Babamdan Öğrendiklerim

Biz birçok duygu ve düşünceyi anne ve babamızdan öğrendik. Belki de bugün yaşıtlarımızın, yaşımızın üstündeki insanların hayatta sıkıntılarla, problemlerle, dertlerle karşılaştıklarında pes etmemelerinin, mücadelelerini sürdürebilmelerinin, zorlukların üstesinden gelebilme duygusuna sahip olabilmelerinin, sıkıntıları çok fazla dert etmemelerinin altında yatan en önemli etkenlerden bir tanesi de hayatı bir oyun ve oyuncaktan ibaret görmeleridir.

Zorluklarla mücadele edebilmenin nasıl bir düşünceye sahip olmamız gerektiğini küçük yaşlarda bir şekilde öğrenmiş olmamızın bize bugün katkı sağladığını düşünüyorum. Arkadaşlarımızla sokakta çelik çomak oynarken, saklambaç, yakar top, dokuz taş, sek sek oynarken, ip atlama, voleybol, futbol maçları yaparken, mahalleler arasında futbol müsabakalarıyla yenmeyi ve yenilmeyi, yenildiğimizde pes etmemeyi, daha büyük bir aşkla ve şevkle kalkıp tekrar mücadele etmeyi, son dakikada kaybedip, son dakikada kazanmayı, kazanmak için neler yapmamız gerektiğini küçük yaşta öğrenerek aslında kendimizi hayatın içindeki zorluklara hazırlıyorduk.

Bugün çocukların hepsinde dikkat problemi var. Acaba küçüklüğünde bilye oynayan bir çocuğun bugün dikkat problemi olur mu? Biz çocuklarımızı bu tür oyunlardan uzakta tuttuk. Bilgisayarlardaki sanal oyunlarla baş başa bıraktık. Ve maalesef bugün kendilerine güveni olmayan, adeta egoları şişmiş, bencil, insani duygularını kaybeden, paylaşmayı bilmeyen, asosyal, insan ilişkileri çok zayıf olan, yardımlaşmayı, ekip çalışmasını bilmeyen, sadece kendini düşünen, kendine has bir dünya kuran, bulunduğu ortamda başkalarının da olduğunu, başkalarının da haklarının, sorumluluklarının, yetkilerinin olabileceklerini, onların da fikirlerinin ve düşüncelerinin önemli olduğunu bilemeyen çocuklar çıktı ortaya.

İşte biz sevgili anne babalara çok iş düşüyor. En azından tatil süreçlerinde alın çocuklarınızı, kırlara, bahçelere çıkın. Dağlara, yaylalara, ovalara gidin. Gidin ve çocuklarınızla baş başa bir hayat yaşayın. Çocuklarınıza doğayı öğretin. Onlara çiçekleri gösterin. İnsanın doğasında bunlar var. Bu ihtiyacı bir şekilde karşılamanız lazım.
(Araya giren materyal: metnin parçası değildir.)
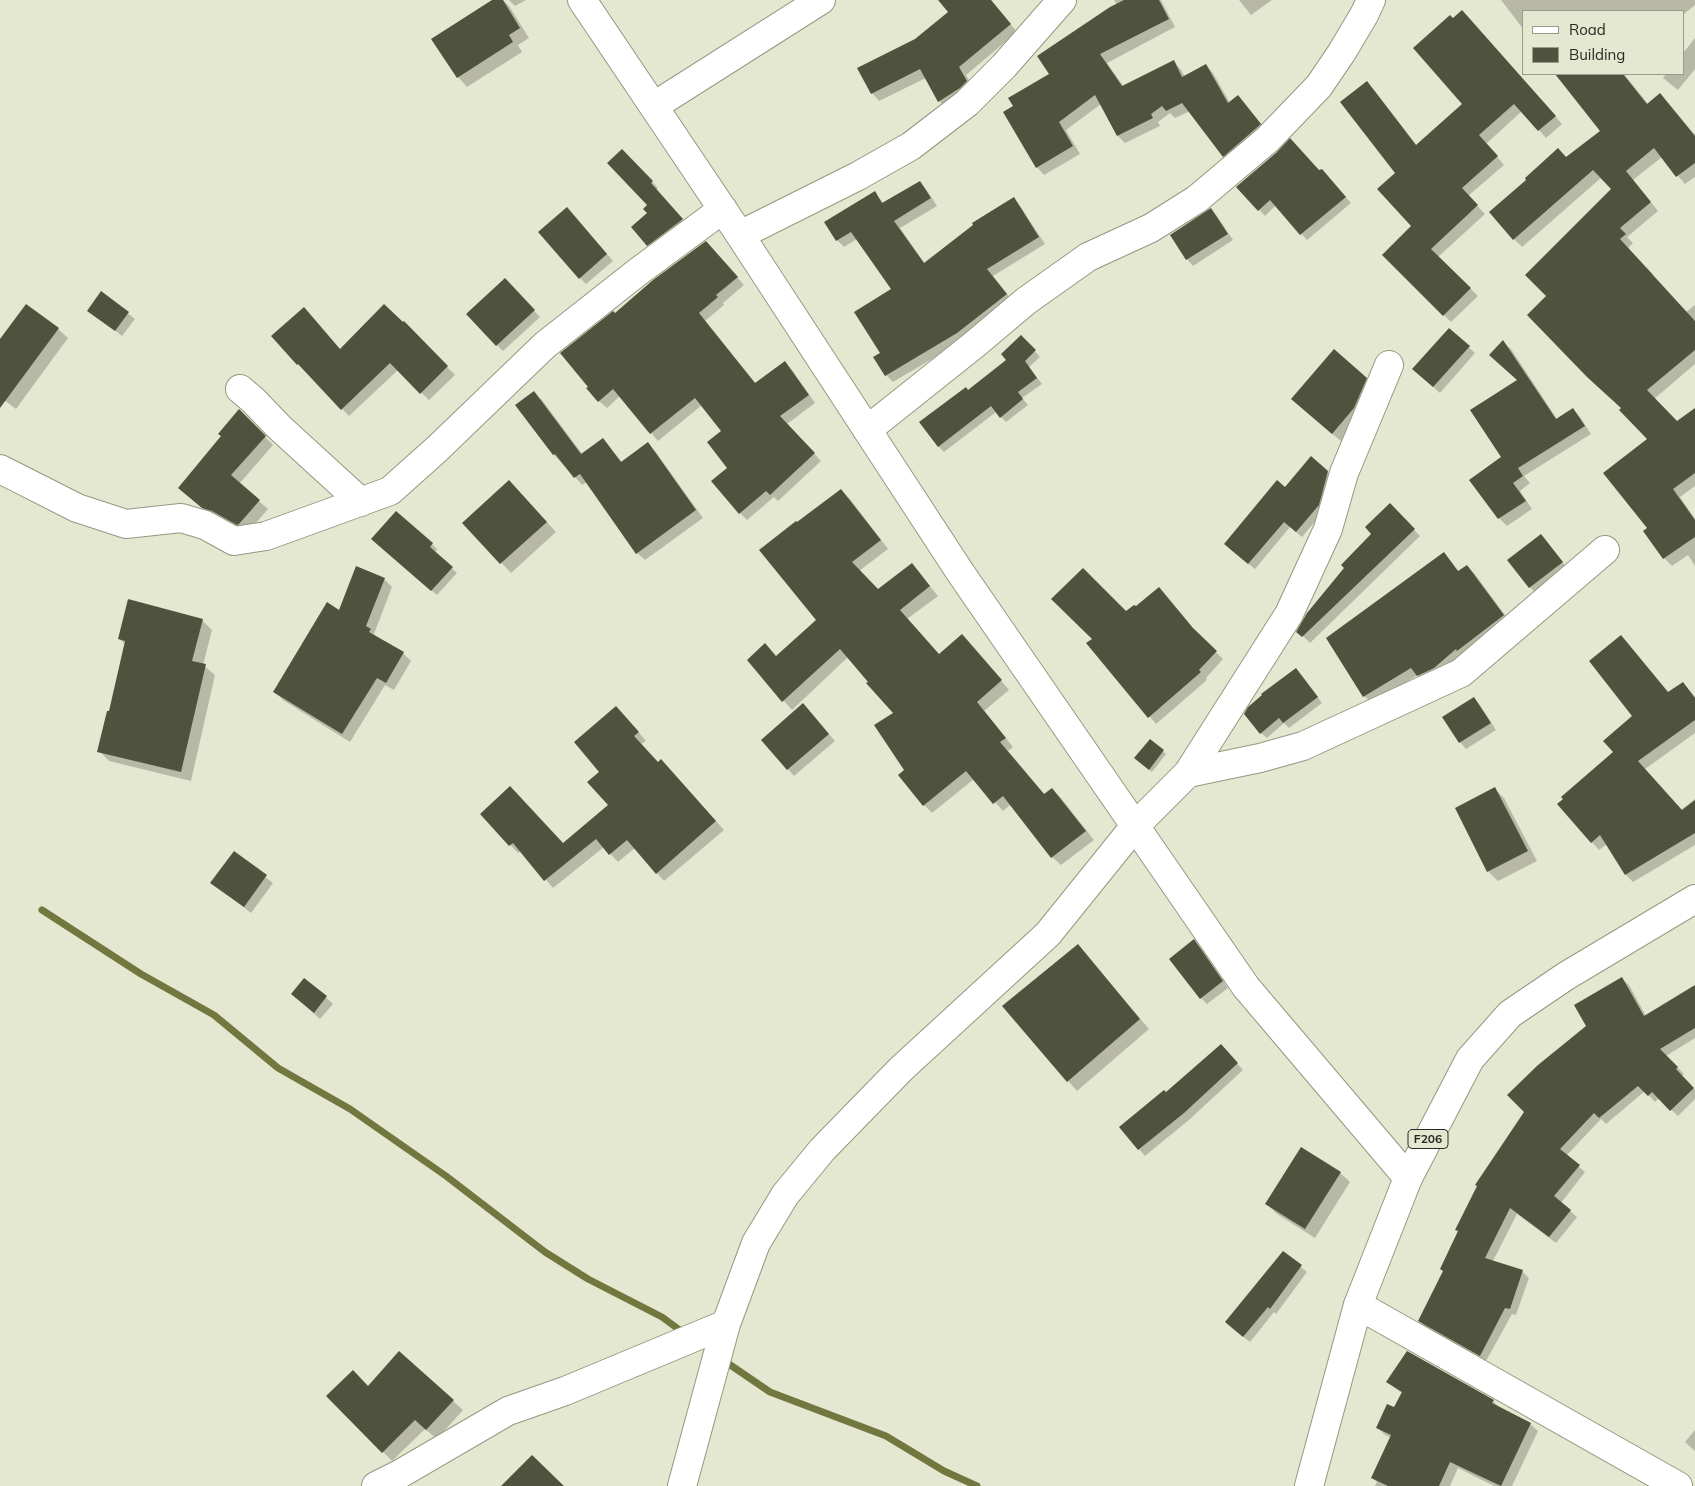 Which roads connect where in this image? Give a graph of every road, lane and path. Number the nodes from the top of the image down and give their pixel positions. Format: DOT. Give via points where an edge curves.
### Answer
graph roads {
  1 [pos="582,0"];
  2 [pos="821,0"];
  3 [pos="1062,0"];
  4 [pos="1371,0"];
  5 [pos="654,106"];
  6 [pos="723,209"];
  7 [pos="740,235"];
  8 [pos="1390,365"];
  9 [pos="240,389"];
  10 [pos="867,430"];
  11 [pos="0,469"];
  12 [pos="360,502"];
  13 [pos="1605,550"];
  14 [pos="1188,773"];
  15 [pos="1135,826"];
  16 [pos="1695,899"];
  17 [pos="1408,1178"];
  18 [pos="1358,1305"];
  19 [pos="726,1324"];
  20 [pos="394,1482"];
  21 [pos="682,1486"];
  22 [pos="1308,1486"];
  23 [pos="1678,1486"];
  1 -- 5 [label="street"];
  2 -- 5 [label="street"];
  3 -- 7 [label="street" via="967,103 911,146"];
  4 -- 10 [label="street" via="1319,86 1267,140 1197,199 1151,228 1088,258 1026,301"];
  5 -- 6 [label="street"];
  6 -- 7 [label="street"];
  6 -- 12 [label="street" via="545,345 390,490"];
  7 -- 10 [label="street"];
  8 -- 14 [label="street" via="1344,473 1328,530 1289,614"];
  9 -- 12 [label="street"];
  10 -- 15 [label="street" via="960,572"];
  11 -- 12 [label="street" via="77,508 126,524 182,518 205,525 234,540 266,536"];
  13 -- 14 [label="street" via="1461,672 1303,746"];
  14 -- 15 [label="street"];
  15 -- 17 [label="street" via="1246,987"];
  15 -- 19 [label="street" via="1048,934 901,1069 822,1150 785,1195 756,1243"];
  16 -- 17 [label="street, F206" via="1566,976 1510,1014 1470,1059"];
  17 -- 18 [label="street, F206"];
  18 -- 22 [label="street, F206"];
  18 -- 23 [label="street"];
  19 -- 20 [label="street" via="565,1391 508,1411"];
  19 -- 21 [label="street"];
}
Dört duvarın arasında yavrularınızı tutarsanız, bu gençler elbette depresyona, bunalıma girecekler. Yeşili, maviyi, denizi, suyu, ağaçları görmek, bir papatyaya sevgiyle bakmak…

Acaba bugün çocuklarınızdan kaç tanesi eline bir uğur böceği almışlardır, kaç tanesi elinin üstünde karınca yürütmüştür? Kaç tanesi bir kuzuya dokunmuş, bir ineği sevmiştir? Yavrularınızdan kaç tanesi bir ağaca çıkıp dalından çağla badem, erik, kiraz toplamıştır. Kaç tanesi dalından çilek koparmıştır? Kaç tanesi domatesi dalından koparmıştır? Eminim sorsanız, çoğu fabrika ürünü zannederler.

Bizim çocuklarımıza bunları yaşatmamamız lazım. Ama aynı şekilde ailemizle beraber bu güzellikleri yaşamamız lazım.

Ve bizler babalarımız hayattayken kıymetini bilmemiz lazım. Hayattayken birbirimizin değerini bilmemiz lazım. Hayattayken birbirimizin kıymetini, güzelliklerini bilmemiz lazım.